— TASK DETAILS —
Copy the data exactly.

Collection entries
——————————

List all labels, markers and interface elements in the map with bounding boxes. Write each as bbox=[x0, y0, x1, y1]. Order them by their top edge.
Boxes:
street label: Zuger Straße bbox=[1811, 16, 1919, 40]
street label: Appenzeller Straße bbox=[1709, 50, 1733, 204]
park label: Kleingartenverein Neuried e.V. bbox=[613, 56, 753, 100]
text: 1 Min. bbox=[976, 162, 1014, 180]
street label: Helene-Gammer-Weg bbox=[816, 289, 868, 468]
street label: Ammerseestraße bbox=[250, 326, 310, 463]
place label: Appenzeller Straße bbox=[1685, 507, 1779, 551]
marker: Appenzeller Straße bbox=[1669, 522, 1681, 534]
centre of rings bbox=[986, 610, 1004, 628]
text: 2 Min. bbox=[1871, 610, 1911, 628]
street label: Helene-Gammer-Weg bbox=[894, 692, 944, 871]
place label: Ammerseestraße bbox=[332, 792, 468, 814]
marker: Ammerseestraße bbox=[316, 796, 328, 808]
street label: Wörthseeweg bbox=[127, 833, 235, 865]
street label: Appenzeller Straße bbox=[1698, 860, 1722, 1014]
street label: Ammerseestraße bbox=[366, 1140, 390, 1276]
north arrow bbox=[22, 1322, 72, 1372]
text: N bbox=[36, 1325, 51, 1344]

——————————

— WRITTEN SOLUTION —
List all labels, markers and interface elements in the map with bounding boxes. Write each as bbox=[x0, y0, x1, y1]. Order them by their top edge.
Boxes:
street label: Zuger Straße bbox=[1811, 16, 1919, 40]
street label: Appenzeller Straße bbox=[1709, 50, 1733, 204]
park label: Kleingartenverein Neuried e.V. bbox=[613, 56, 753, 100]
text: 1 Min. bbox=[976, 162, 1014, 180]
street label: Helene-Gammer-Weg bbox=[816, 289, 868, 468]
street label: Ammerseestraße bbox=[250, 326, 310, 463]
place label: Appenzeller Straße bbox=[1685, 507, 1779, 551]
marker: Appenzeller Straße bbox=[1669, 522, 1681, 534]
centre of rings bbox=[986, 610, 1004, 628]
text: 2 Min. bbox=[1871, 610, 1911, 628]
street label: Helene-Gammer-Weg bbox=[894, 692, 944, 871]
place label: Ammerseestraße bbox=[332, 792, 468, 814]
marker: Ammerseestraße bbox=[316, 796, 328, 808]
street label: Wörthseeweg bbox=[127, 833, 235, 865]
street label: Appenzeller Straße bbox=[1698, 860, 1722, 1014]
street label: Ammerseestraße bbox=[366, 1140, 390, 1276]
north arrow bbox=[22, 1322, 72, 1372]
text: N bbox=[36, 1325, 51, 1344]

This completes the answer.